→ RECORDS FOR THIS EXERCISE:
━━━━

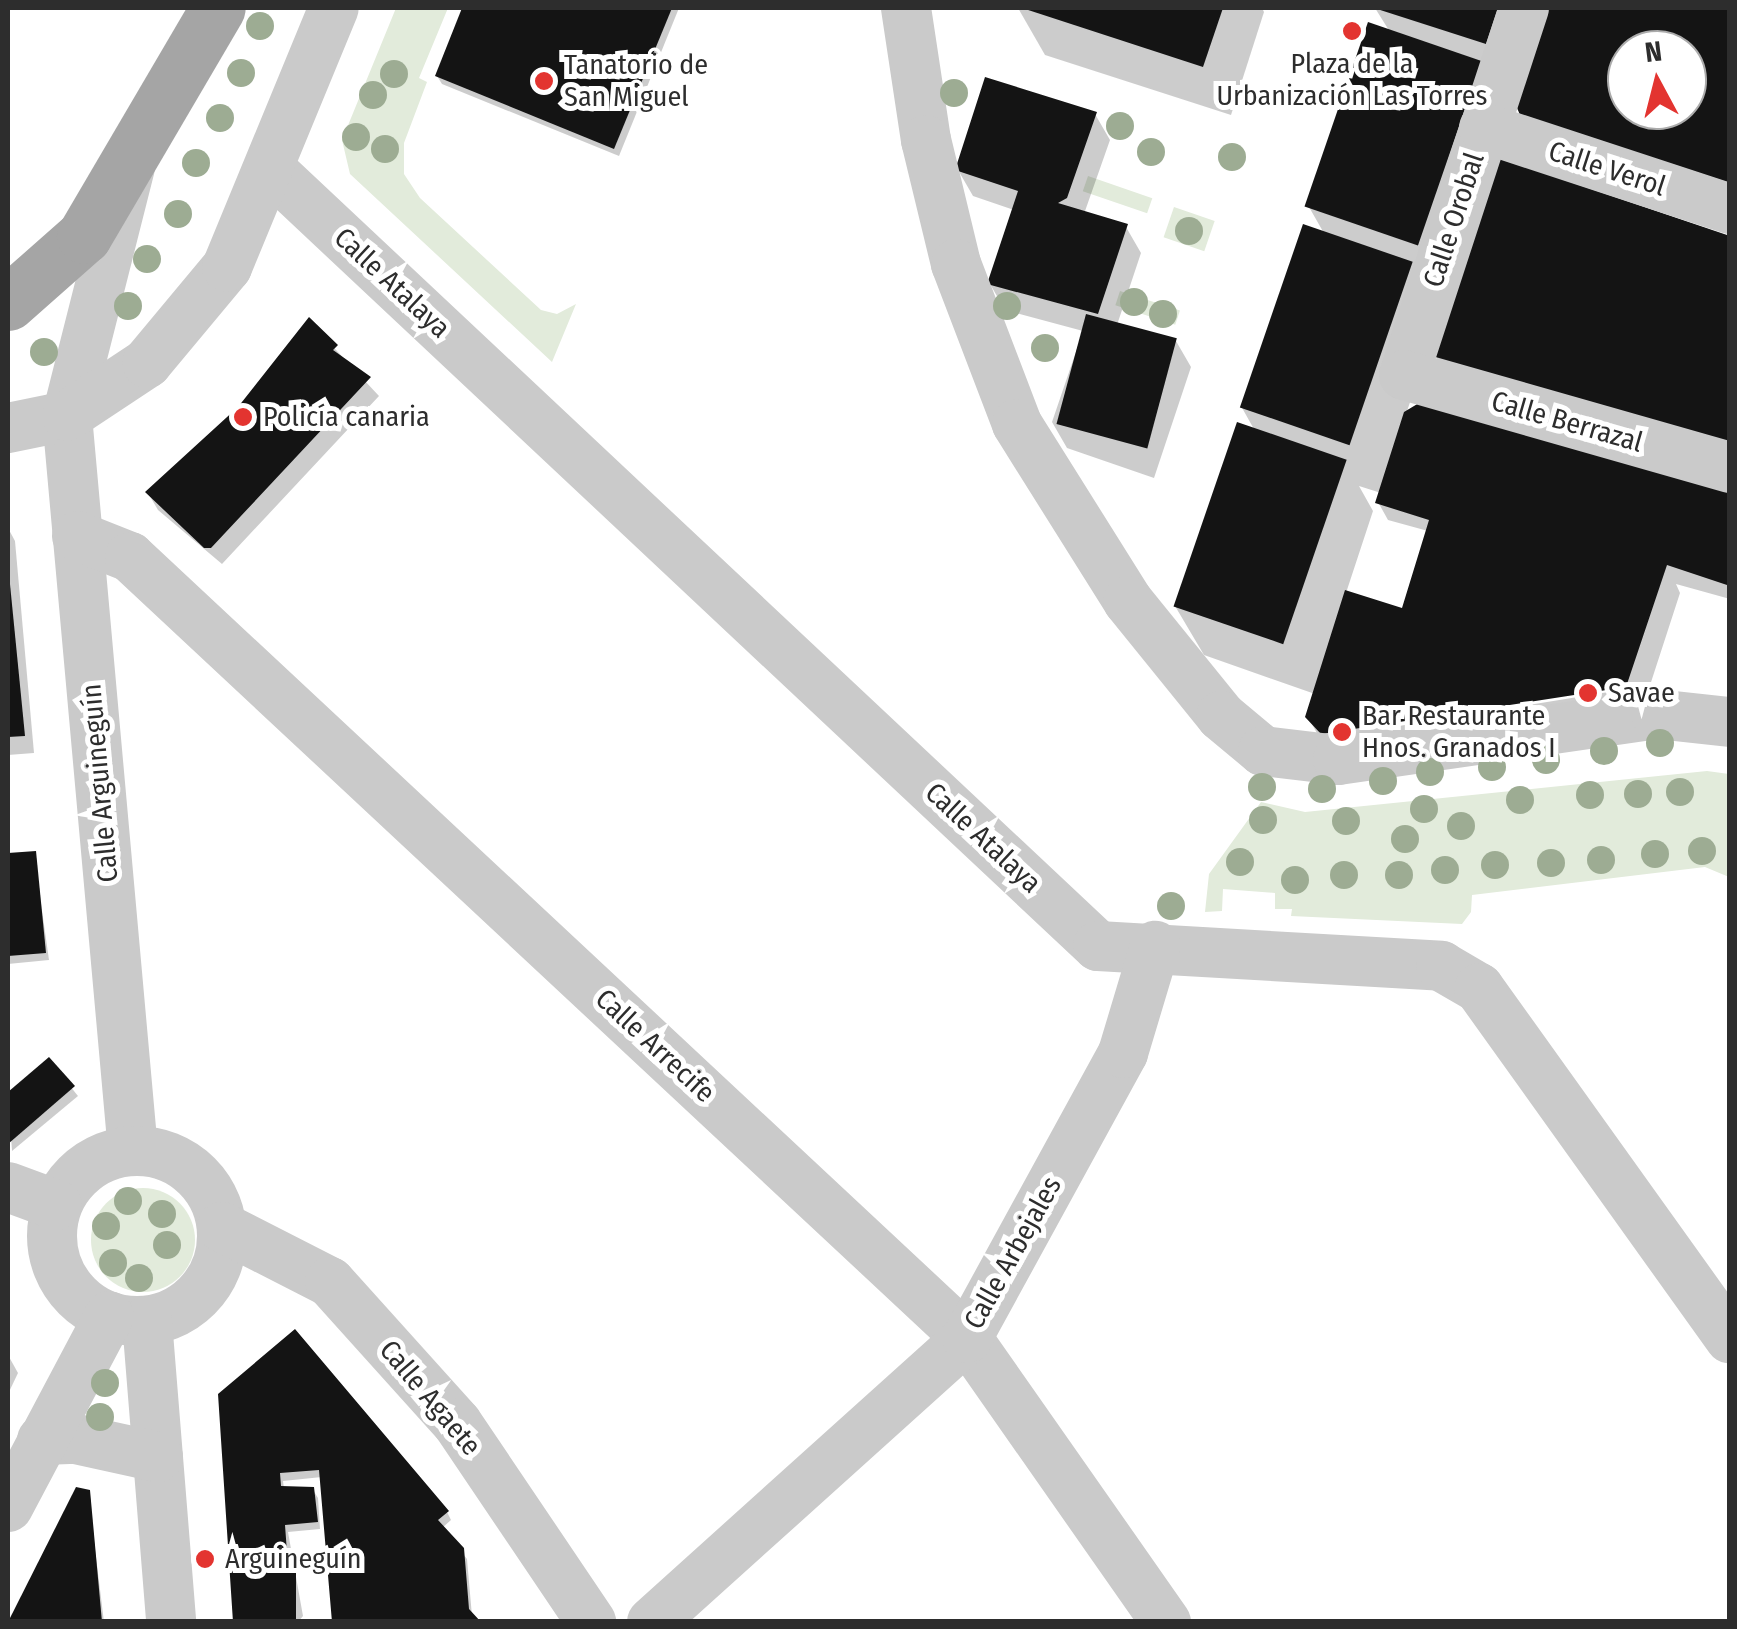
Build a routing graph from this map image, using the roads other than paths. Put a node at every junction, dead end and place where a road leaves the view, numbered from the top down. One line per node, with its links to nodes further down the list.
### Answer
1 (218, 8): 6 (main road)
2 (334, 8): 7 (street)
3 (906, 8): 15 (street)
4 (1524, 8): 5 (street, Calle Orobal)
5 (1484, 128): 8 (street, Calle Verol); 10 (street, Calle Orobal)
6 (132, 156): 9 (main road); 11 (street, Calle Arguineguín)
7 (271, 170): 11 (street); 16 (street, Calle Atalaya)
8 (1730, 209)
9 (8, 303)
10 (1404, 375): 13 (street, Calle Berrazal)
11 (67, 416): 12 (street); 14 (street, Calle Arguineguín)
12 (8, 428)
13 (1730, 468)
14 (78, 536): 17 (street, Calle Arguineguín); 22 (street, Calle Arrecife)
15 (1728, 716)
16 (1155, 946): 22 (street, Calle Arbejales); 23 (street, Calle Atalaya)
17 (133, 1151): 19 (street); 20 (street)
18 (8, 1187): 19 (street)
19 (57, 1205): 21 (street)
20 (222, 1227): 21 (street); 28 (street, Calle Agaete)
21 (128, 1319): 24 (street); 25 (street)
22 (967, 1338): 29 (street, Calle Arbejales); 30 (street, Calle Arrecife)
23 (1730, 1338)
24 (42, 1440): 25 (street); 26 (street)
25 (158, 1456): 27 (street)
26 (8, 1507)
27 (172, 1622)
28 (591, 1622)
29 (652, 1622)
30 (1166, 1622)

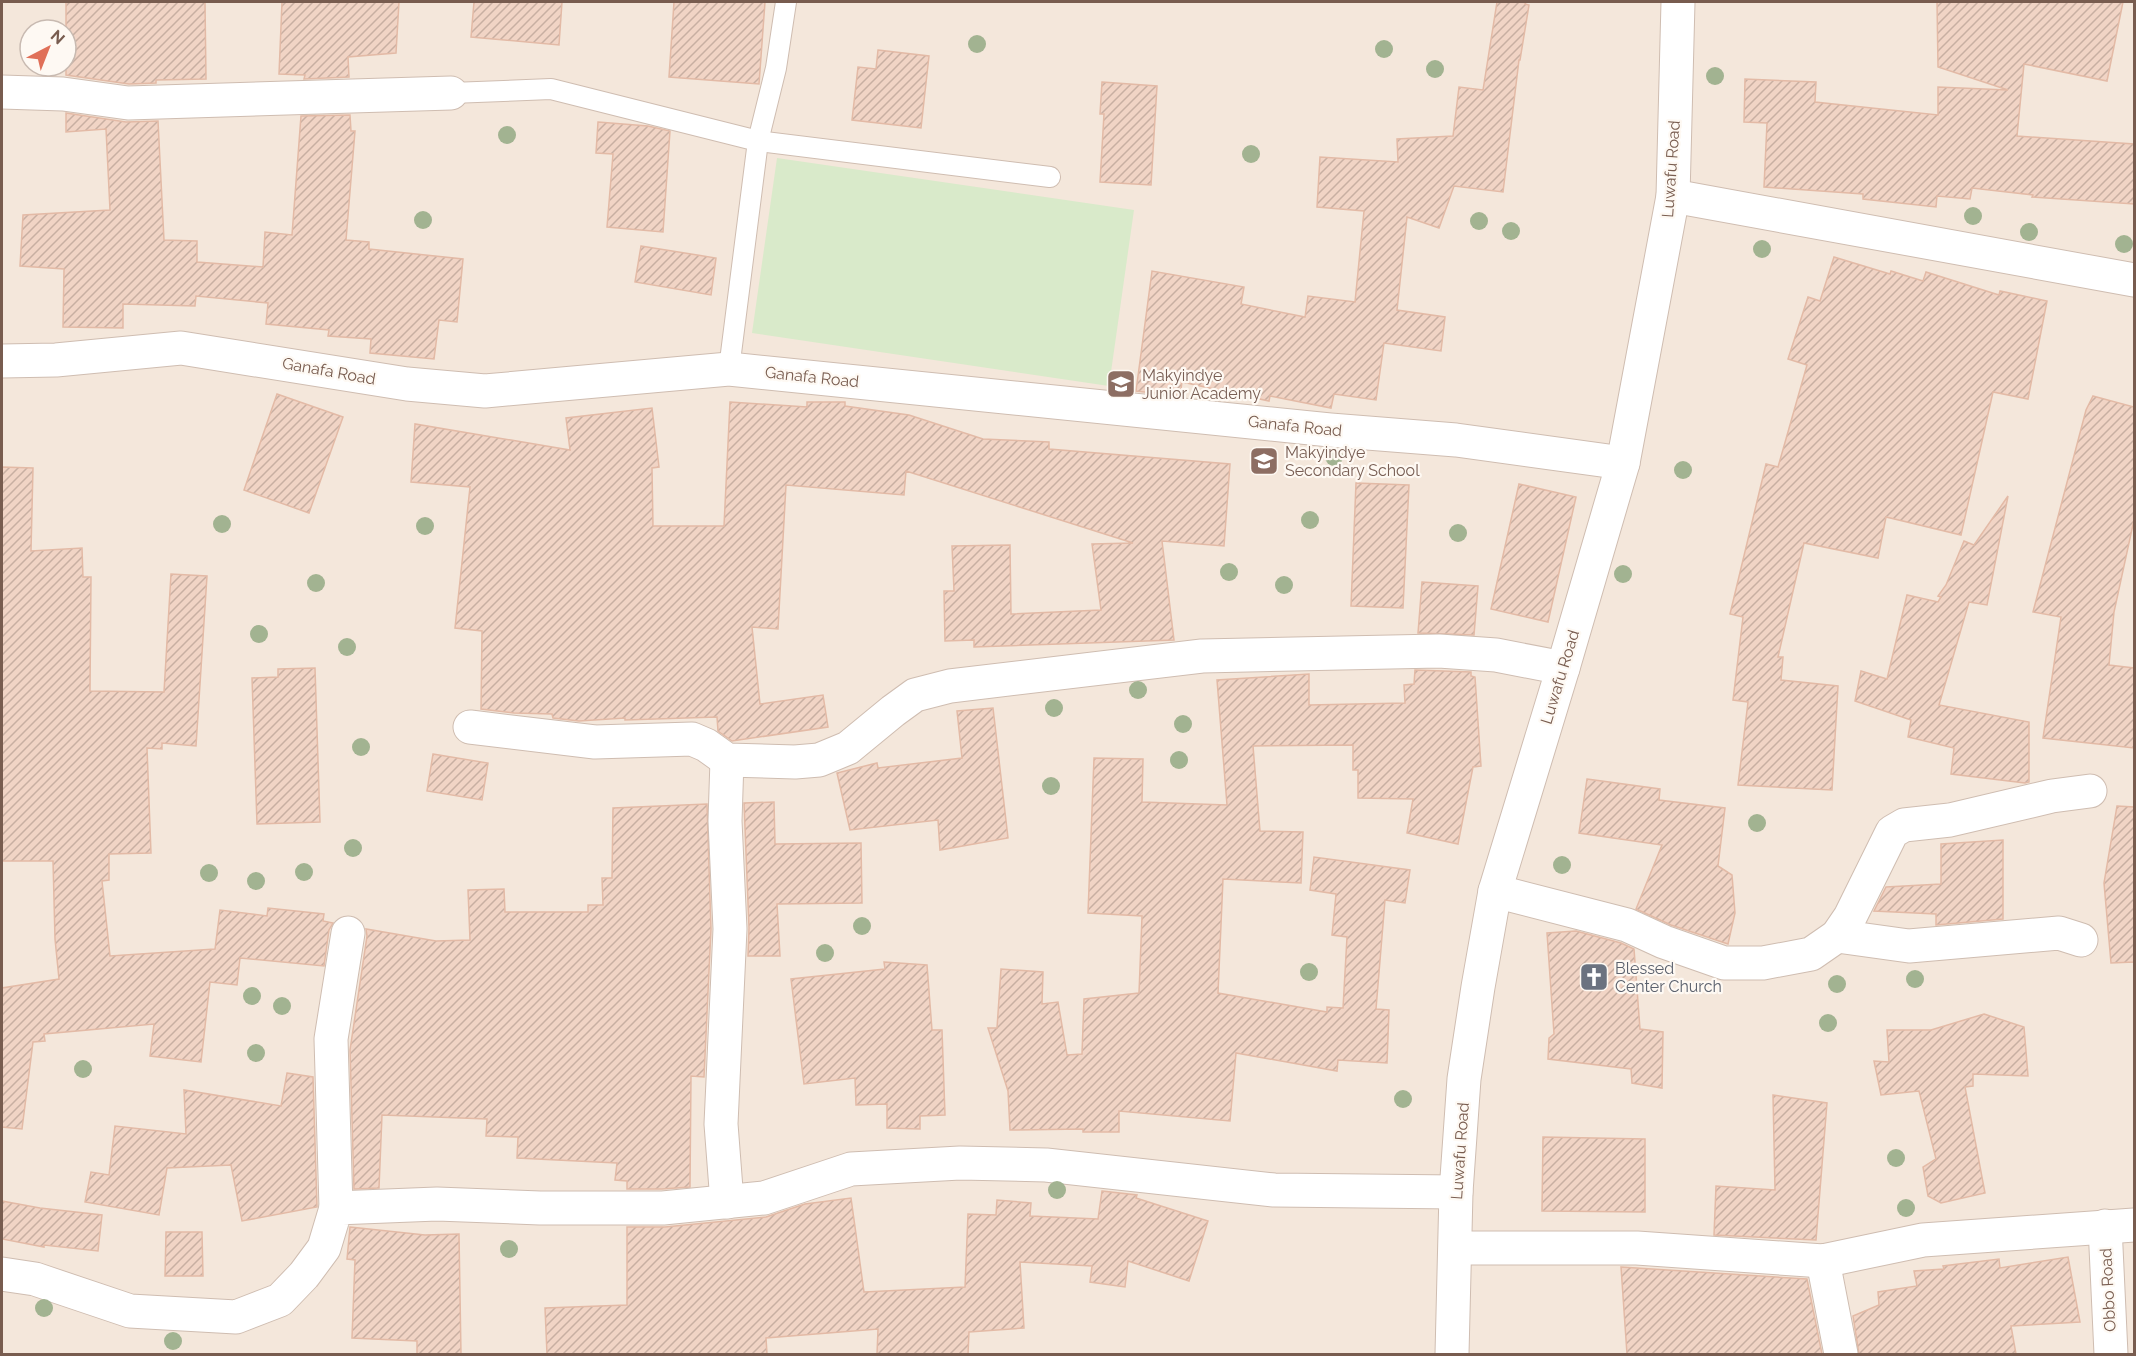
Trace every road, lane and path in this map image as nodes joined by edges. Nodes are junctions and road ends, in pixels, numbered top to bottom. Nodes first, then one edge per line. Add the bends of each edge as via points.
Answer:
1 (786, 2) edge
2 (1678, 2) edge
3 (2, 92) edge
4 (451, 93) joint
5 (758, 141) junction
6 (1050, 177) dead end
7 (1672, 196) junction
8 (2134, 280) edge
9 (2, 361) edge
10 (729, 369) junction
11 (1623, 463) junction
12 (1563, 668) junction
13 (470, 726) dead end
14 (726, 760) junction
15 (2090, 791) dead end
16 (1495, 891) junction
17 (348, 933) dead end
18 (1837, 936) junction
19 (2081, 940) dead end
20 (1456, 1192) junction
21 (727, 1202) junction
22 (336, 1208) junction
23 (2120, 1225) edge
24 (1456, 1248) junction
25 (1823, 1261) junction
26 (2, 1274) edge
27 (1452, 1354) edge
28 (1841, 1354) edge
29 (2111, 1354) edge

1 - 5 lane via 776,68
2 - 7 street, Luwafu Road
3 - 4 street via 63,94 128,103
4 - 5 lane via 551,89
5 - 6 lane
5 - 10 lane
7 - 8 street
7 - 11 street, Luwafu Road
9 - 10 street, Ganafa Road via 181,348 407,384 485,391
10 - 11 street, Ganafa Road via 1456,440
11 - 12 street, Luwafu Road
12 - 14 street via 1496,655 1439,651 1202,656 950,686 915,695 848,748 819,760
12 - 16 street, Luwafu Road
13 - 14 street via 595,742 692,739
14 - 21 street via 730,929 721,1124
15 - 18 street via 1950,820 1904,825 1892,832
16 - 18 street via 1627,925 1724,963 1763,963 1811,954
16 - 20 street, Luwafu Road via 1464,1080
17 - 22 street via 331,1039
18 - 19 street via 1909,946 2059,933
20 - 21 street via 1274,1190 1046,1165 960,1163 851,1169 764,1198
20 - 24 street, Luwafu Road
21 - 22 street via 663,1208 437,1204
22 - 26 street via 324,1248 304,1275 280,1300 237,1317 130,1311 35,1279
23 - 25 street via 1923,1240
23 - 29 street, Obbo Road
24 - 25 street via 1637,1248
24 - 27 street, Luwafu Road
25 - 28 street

━━━━

→ WHAT YOU WILL DO: Restate the lines of the records exactly, starting at the first and stopping after the line with "Trace every road, lane". Leave out any picture.

→ FINISHED EXERCISE:
Build a routing graph from this map image, using the roads other than paths. Put a node at every junction, dead end and place where a road leaves the view, numbered from the top down. One line per node, with its links to nodes further down the list.
### Answer
1 (218, 8): 6 (main road)
2 (334, 8): 7 (street)
3 (906, 8): 15 (street)
4 (1524, 8): 5 (street, Calle Orobal)
5 (1484, 128): 8 (street, Calle Verol); 10 (street, Calle Orobal)
6 (132, 156): 9 (main road); 11 (street, Calle Arguineguín)
7 (271, 170): 11 (street); 16 (street, Calle Atalaya)
8 (1730, 209)
9 (8, 303)
10 (1404, 375): 13 (street, Calle Berrazal)
11 (67, 416): 12 (street); 14 (street, Calle Arguineguín)
12 (8, 428)
13 (1730, 468)
14 (78, 536): 17 (street, Calle Arguineguín); 22 (street, Calle Arrecife)
15 (1728, 716)
16 (1155, 946): 22 (street, Calle Arbejales); 23 (street, Calle Atalaya)
17 (133, 1151): 19 (street); 20 (street)
18 (8, 1187): 19 (street)
19 (57, 1205): 21 (street)
20 (222, 1227): 21 (street); 28 (street, Calle Agaete)
21 (128, 1319): 24 (street); 25 (street)
22 (967, 1338): 29 (street, Calle Arbejales); 30 (street, Calle Arrecife)
23 (1730, 1338)
24 (42, 1440): 25 (street); 26 (street)
25 (158, 1456): 27 (street)
26 (8, 1507)
27 (172, 1622)
28 (591, 1622)
29 (652, 1622)
30 (1166, 1622)

Trace every road, lane and path in this map image as nodes joined by edges. Nodes are junctions and road ends, in pixels, numbered top to bottom. Nodes first, then one edge per line. Add the bends of each edge as via points.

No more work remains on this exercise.